Nice output for FourierTransform

Question

I want to demonstrate FourierTransform in a lecture. However if you give FourierTransform a differential equation it does not know about linearity and just returns the answer.

e = x''[t] + 2 z w0 x'[t] + w0^2 x[t] == g[t];
FourierTransform[e, t, w]

Which is not much help. Fortunately, @xzczd has developed this shell to provide standard rules. This is implemented by

ClearAll[FT];
FT[(h : List | Plus | Equal)[a__], t_, w_] := FT[#, t, w] & /@ h[a]
FT[a_ b_, t_, w_] /; FreeQ[b, Alternatives @@ t] := b FT[a, t, w]
FT[a_, t_, w_] := FourierTransform[a, t, w]
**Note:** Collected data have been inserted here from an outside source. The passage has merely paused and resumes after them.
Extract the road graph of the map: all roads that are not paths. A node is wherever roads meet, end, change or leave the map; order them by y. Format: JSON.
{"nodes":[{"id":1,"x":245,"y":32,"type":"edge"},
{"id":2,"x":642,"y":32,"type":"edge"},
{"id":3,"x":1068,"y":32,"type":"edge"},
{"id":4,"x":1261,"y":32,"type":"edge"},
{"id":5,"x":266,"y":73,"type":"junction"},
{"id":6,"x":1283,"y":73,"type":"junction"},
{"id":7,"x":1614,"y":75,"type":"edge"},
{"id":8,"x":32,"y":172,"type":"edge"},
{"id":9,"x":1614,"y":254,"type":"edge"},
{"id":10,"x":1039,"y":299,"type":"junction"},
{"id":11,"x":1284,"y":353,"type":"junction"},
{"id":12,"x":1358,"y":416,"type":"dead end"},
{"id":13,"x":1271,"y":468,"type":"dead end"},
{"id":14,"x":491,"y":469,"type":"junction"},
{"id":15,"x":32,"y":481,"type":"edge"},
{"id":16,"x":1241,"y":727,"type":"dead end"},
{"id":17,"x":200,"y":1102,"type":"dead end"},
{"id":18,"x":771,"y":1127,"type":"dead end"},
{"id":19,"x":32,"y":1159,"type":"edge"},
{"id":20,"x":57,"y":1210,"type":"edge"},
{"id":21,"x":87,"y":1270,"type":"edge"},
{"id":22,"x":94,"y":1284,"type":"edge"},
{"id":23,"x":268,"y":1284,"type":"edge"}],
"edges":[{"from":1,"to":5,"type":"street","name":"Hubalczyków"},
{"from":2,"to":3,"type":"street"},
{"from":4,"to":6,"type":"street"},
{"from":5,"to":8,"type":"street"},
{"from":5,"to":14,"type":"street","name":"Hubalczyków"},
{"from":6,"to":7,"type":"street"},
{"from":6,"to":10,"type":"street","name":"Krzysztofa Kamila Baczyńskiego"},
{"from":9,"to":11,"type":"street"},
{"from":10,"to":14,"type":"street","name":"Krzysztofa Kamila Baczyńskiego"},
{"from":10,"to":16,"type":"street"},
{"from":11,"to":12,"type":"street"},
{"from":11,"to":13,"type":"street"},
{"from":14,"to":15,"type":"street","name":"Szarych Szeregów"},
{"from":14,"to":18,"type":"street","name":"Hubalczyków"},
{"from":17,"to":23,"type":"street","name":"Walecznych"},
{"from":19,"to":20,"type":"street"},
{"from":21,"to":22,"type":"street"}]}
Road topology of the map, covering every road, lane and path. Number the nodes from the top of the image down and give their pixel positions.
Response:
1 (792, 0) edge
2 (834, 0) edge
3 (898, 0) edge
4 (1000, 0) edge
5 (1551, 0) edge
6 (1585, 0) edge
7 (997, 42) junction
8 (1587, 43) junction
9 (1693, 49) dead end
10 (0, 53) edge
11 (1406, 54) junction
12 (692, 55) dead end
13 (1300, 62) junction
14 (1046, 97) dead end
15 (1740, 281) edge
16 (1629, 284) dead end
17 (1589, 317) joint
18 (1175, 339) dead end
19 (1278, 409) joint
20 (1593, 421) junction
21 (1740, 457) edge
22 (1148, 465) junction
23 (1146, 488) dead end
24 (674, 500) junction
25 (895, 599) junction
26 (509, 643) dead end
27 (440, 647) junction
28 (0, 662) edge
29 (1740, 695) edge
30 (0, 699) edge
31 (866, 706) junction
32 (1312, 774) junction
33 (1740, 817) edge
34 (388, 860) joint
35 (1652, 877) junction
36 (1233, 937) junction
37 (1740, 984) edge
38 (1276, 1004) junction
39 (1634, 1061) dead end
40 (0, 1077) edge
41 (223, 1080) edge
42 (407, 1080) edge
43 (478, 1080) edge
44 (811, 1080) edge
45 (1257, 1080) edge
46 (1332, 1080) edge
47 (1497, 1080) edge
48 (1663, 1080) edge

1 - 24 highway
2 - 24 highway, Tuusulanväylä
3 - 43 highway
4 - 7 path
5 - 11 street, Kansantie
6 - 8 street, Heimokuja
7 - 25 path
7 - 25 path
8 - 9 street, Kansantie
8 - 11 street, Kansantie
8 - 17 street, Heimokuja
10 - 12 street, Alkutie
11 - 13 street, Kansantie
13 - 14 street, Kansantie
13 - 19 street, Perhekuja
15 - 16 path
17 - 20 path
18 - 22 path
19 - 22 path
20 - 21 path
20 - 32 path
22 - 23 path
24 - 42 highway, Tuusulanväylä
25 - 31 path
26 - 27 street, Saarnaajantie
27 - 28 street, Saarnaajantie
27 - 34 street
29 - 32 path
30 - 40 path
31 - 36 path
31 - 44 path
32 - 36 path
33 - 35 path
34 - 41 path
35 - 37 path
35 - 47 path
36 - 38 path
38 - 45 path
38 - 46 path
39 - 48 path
This now works on the differential equation thus

FT[e, t, w]

However I would like to take this one step further by using the convention that lower case letters in the time domain give rise to capital letters in the frequency domain. I can do this for specific cases using replacement rules as follows.

ClearAll[FT];
FT[(h : List | Plus | Equal)[a__], t_, w_] := FT[#, t, w] & /@ h[a]
FT[a_ b_, t_, w_] /; FreeQ[b, Alternatives @@ t] := b FT[a, t, w]
FT[a_, t_, w_] := 
 FourierTransform[a, t, w] /. {FourierTransform[x[t], t, w] -> X[w], 
   FourierTransform[g[t], t, w] -> G[w]}

This gives the form I want

sol = FT[e, t, w]
(* -w^2 X[w] + w0^2 X[w] - 2 I w w0 z X[w] == G[w] *)

One can now do further operations such as

Solve[sol, X[w]]
(* {{X[w] -> -(G[w]/(w^2 - w0^2 + 2 I w w0 z))}}*)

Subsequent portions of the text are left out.